There is scarce any one of the passions but what is truly laudable when it centers in the publick, and makes that its object. Ambition, avarice, revenge, [→page 123] are all so many virtues, when they aim at the general welfare. I know that it is exceeding hard and rare, for any man to separate his passions from his own person and interest; but it is certain that there have been such men. Brutus, Cato, Regulus, Timoleon, Dion, and Epaminondas, were such, as were many more ancient Greeks and Romans; and, I hope, England has still some such. And though, in pursuing publick views, men regard themselves and their own advantages; yet if they regard the publick more, or their own in subserviency to the publick, they may justly be esteemed virtuous and good. (Vol. 1, 276−77)

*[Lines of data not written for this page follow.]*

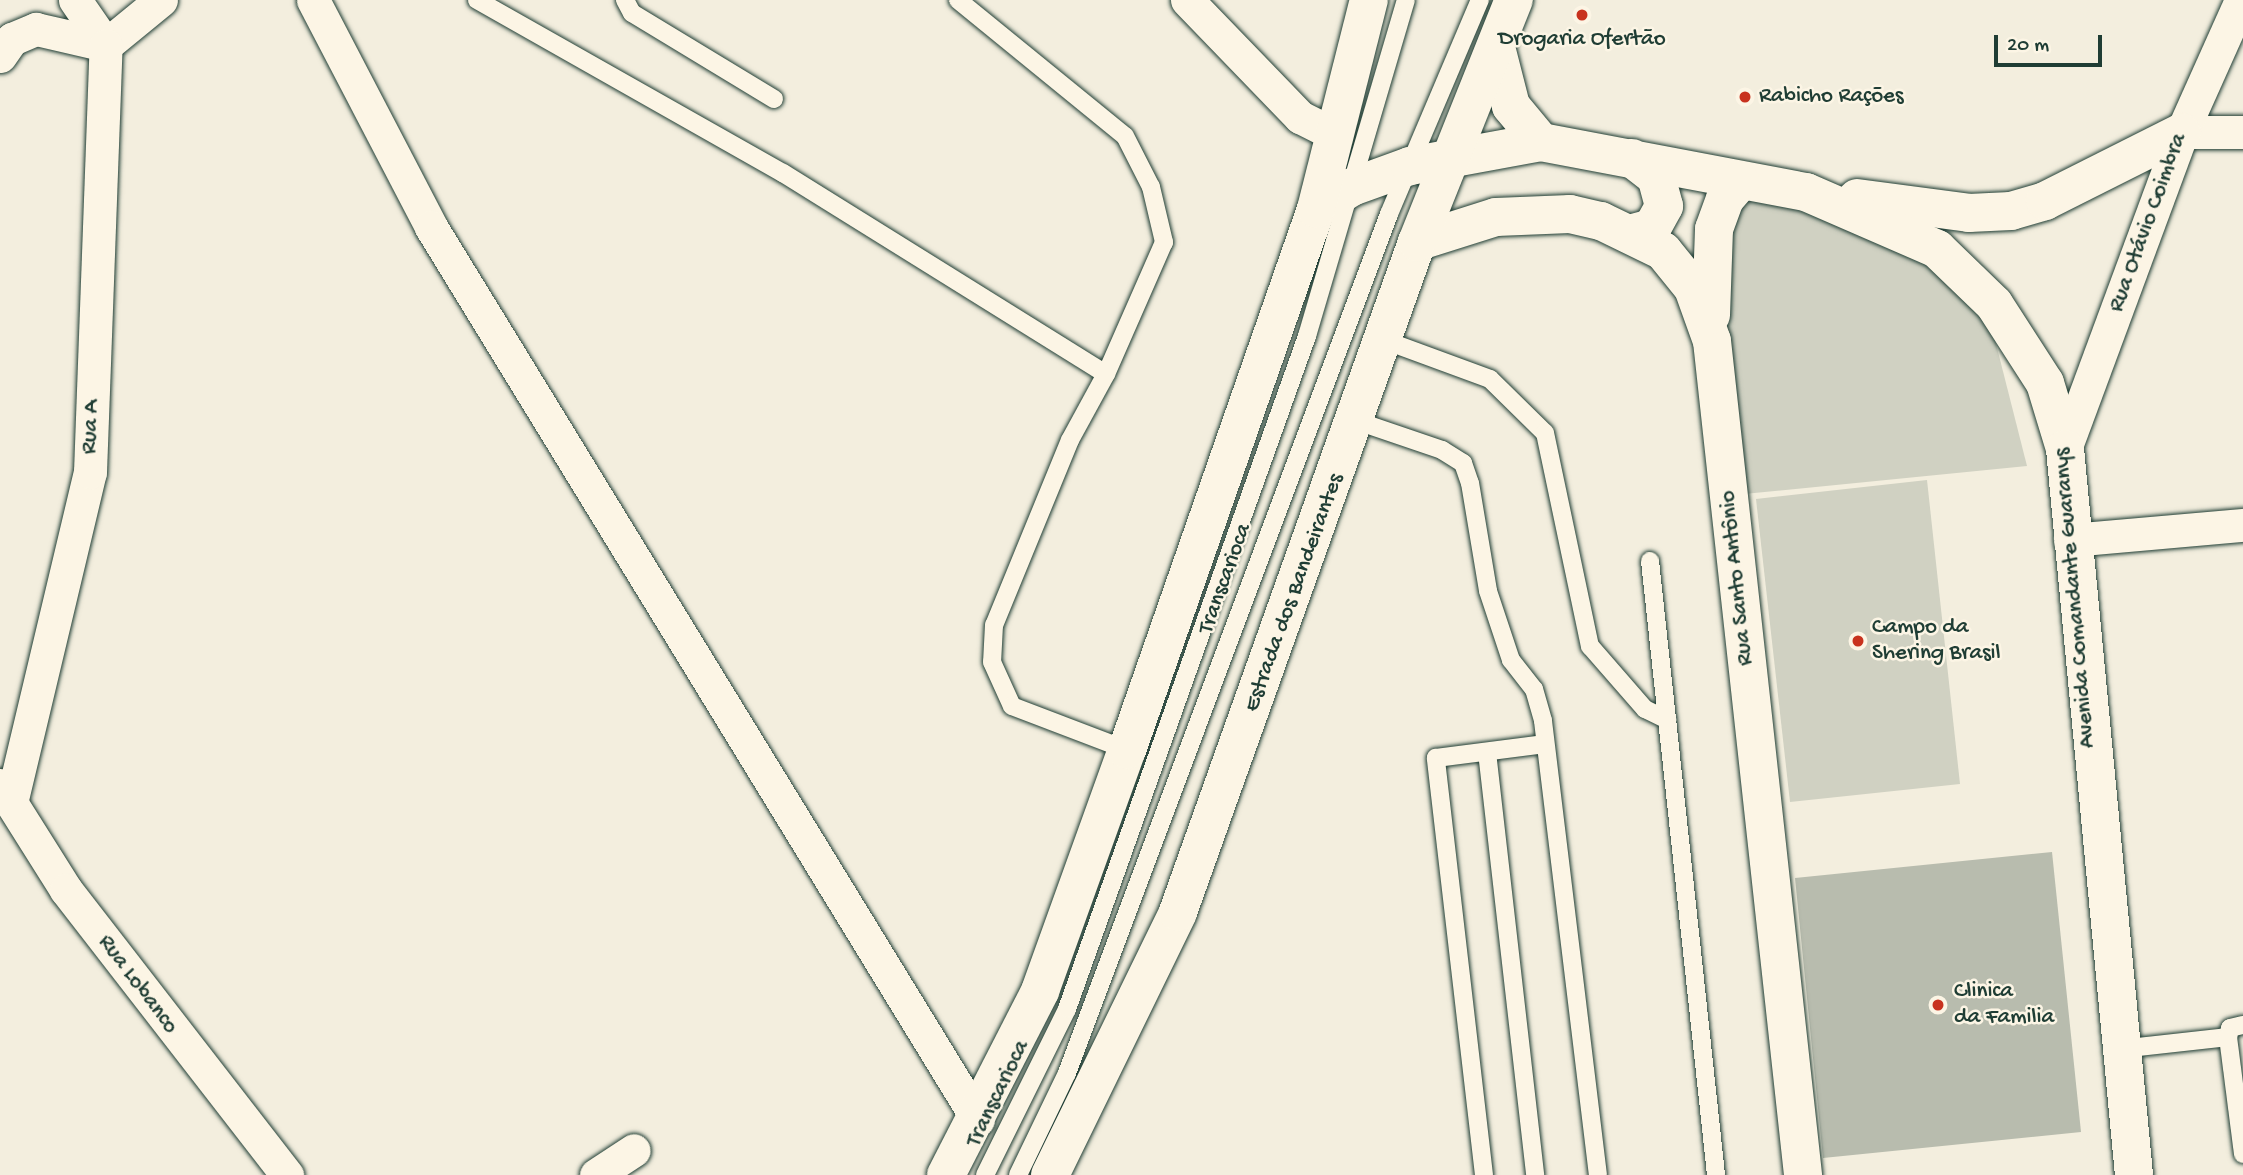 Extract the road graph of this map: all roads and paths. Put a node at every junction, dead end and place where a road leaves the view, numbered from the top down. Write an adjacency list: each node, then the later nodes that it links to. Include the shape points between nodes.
1 (75, 0): 13 (street)
2 (161, 0): 13 (street)
3 (313, 0): 46 (street, via 431,227)
4 (477, 0): 32 (lane, via 783,173)
5 (625, 0): 16 (lane, via 632,13)
6 (958, 0): 32 (lane, via 1125,136 1151,187 1164,242)
7 (1187, 0): 19 (street, via 1300,117)
8 (1369, 0): 19 (street)
9 (1406, 0): 25 (lane, Transcarioca)
10 (1480, 0): 23 (lane, Transcarioca)
11 (1514, 0): 14 (street, Estrada dos Bandeirantes)
12 (2241, 0): 17 (street, Rua Otávio Coimbra)
13 (106, 45): 15 (street, via 36,29 12,39); 42 (street, Rua A, via 90,472)
14 (1497, 51): 20 (street, via 1511,106); 21 (street, Estrada dos Bandeirantes)
15 (0, 56)
16 (774, 99)
17 (2182, 132): 18 (street); 26 (street, via 2045,201 2011,211 1969,213); 34 (street, Rua Otávio Coimbra)
18 (2243, 132)
19 (1336, 135): 27 (street)
20 (1541, 142): 21 (street, Avenida Comandante Guaranys); 22 (street, Avenida Comandante Guaranys)
21 (1449, 157): 23 (street, Avenida Comandante Guaranys); 29 (street, Estrada dos Bandeirantes)
22 (1632, 159): 24 (street, Avenida Comandante Guaranys); 28 (street, via 1656,177 1664,206 1652,229)
23 (1410, 166): 25 (street, Avenida Comandante Guaranys); 53 (lane, Transcarioca, via 1085,1027)
24 (1740, 182): 26 (street, Avenida Comandante Guaranys); 31 (street, via 1718,214 1709,251)
25 (1352, 187): 27 (street, Avenida Comandante Guaranys); 52 (lane, Transcarioca, via 1307,336 1067,1009)
26 (1806, 192): 34 (street, Avenida Comandante Guaranys, via 1895,229 1957,266 1994,304 2045,383)
27 (1316, 209): 40 (street)
28 (1629, 234): 29 (street, Rua Santo Antônio, via 1570,214 1531,212 1460,226); 31 (street, Rua Santo Antônio, via 1663,251 1680,268)
29 (1417, 242): 30 (street, Estrada dos Bandeirantes)
30 (1384, 340): 33 (street, Estrada dos Bandeirantes); 38 (lane, via 1490,379 1545,433 1590,646 1645,709)
31 (1712, 341): 59 (street, Rua Santo Antônio)
32 (1106, 374): 40 (lane, via 1070,440 994,625 992,662 1012,706)
33 (1357, 421): 39 (lane, via 1420,441 1463,463 1488,591 1511,660 1534,689); 54 (street, Estrada dos Bandeirantes, via 1178,912)
34 (2064, 449): 36 (street, Avenida Comandante Guaranys)
35 (2243, 524): 36 (street)
36 (2070, 540): 45 (street, Avenida Comandante Guaranys)
37 (1650, 561): 38 (lane)
38 (1668, 720): 58 (lane)
39 (1545, 744): 41 (lane); 57 (lane)
40 (1127, 750): 46 (street, via 1040,992)
41 (1487, 751): 55 (lane, via 1436,758); 56 (lane)
42 (6, 792): 49 (street, Rua Lobanco, via 66,890)
43 (2243, 1025): 44 (lane, via 2230,1028)
44 (2228, 1037): 45 (lane); 48 (lane)
45 (2120, 1049): 60 (street, Avenida Comandante Guaranys)
46 (978, 1120): 51 (street)
47 (634, 1150): 50 (street)
48 (2243, 1154)
49 (288, 1175)
50 (596, 1175)
51 (946, 1175)
52 (985, 1175)
53 (1018, 1175)
54 (1050, 1175)
55 (1484, 1175)
56 (1535, 1175)
57 (1598, 1175)
58 (1716, 1175)
59 (1804, 1175)
60 (2134, 1175)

Titus fails to adhere to this definition of the country ideal at a very fundamental level. Lacking Cato's stoicism and "steadiness of mind," the old general's revenge against the Goths is clearly motivated by his personal passions and interest; the sacrifice of Alarbus does not "centre in the public" nor does it "aim at the general welfare." If private interest and corruption represent the antithesis of civic virtue, then Ravenscroft's Titus is the antithesis of Cato. It is perhaps for this reason, in addition to dramatic considerations, that "republican" James Quin chose to act the part of Aaron rather than that of the protagonist. Despite Aaron's status as the play's obvious villain, it is actually the Moor who eventually "points the moral" (Bate 51) in Ravenscroft's adaptation, emerging as the unexpectedly humane counterpart to vengeful and infanticidal Titus and Tamora (Bate 53).

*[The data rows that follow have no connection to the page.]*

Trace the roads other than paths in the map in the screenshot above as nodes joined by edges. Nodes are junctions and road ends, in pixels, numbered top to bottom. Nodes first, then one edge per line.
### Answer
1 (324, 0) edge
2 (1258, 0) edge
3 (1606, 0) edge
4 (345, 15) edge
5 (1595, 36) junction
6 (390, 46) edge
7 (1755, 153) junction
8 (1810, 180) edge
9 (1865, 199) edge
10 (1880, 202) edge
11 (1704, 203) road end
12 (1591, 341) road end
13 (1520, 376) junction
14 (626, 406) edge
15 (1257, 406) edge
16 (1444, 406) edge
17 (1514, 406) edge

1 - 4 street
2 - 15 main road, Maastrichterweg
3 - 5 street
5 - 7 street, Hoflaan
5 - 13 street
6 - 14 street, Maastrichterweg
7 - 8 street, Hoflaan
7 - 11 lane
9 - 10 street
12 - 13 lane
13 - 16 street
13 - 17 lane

The textual and contextual evidence that has been presented in this article suggests that the seven−season revival of Titus Andronicus which began in 1717 had a political dimension. The available information concerning James Quin, the man responsible for the revival of the play, indicates strongly that he held Country Whig sentiments and that he had a special interest in Patriot plays. A careful reading of the text demonstrates that Ravenscroft's adaptation of Shakespeare's revenge tragedy represents a cautionary tale that was informed by Country Whig ideas and ideals, and it is likely that it was for this reason that Quin kept the play in the public domain for seven years. Moreover, the political and moral failings of Titus could be readily applied to contemporary Court politics and politicians, which suggests that the play held more than a merely aesthetic appeal for its audiences. Indeed, the oppositional character of the play and Quin's [→page 124] own beliefs may also be reflected in the fact that the actor moved from the theatre in Drury Lane to Lincoln's Inn Fields in 1720, taking the play with him (Titus was performed for the first time at Lincoln's Inn Fields on 21 December of that year, see Avery 605). Interestingly, it is around this time that Drury Lane became associated with the "Walpole against the anti−Walpole Whigs, and Lincoln's Inn Fields […] to some degree identified with the opposing groups" (Loftis 84). It might also be noted that Ravenscroft's adaptation was initially advertised as "Written by Shakespear. Revis'd with Alterations," thus deviating from the dominant trend of disassociating the play from the original author's name. Shakespeare's work, it seems, was being used in the services of Patriot politics somewhat earlier than has hitherto been assumed.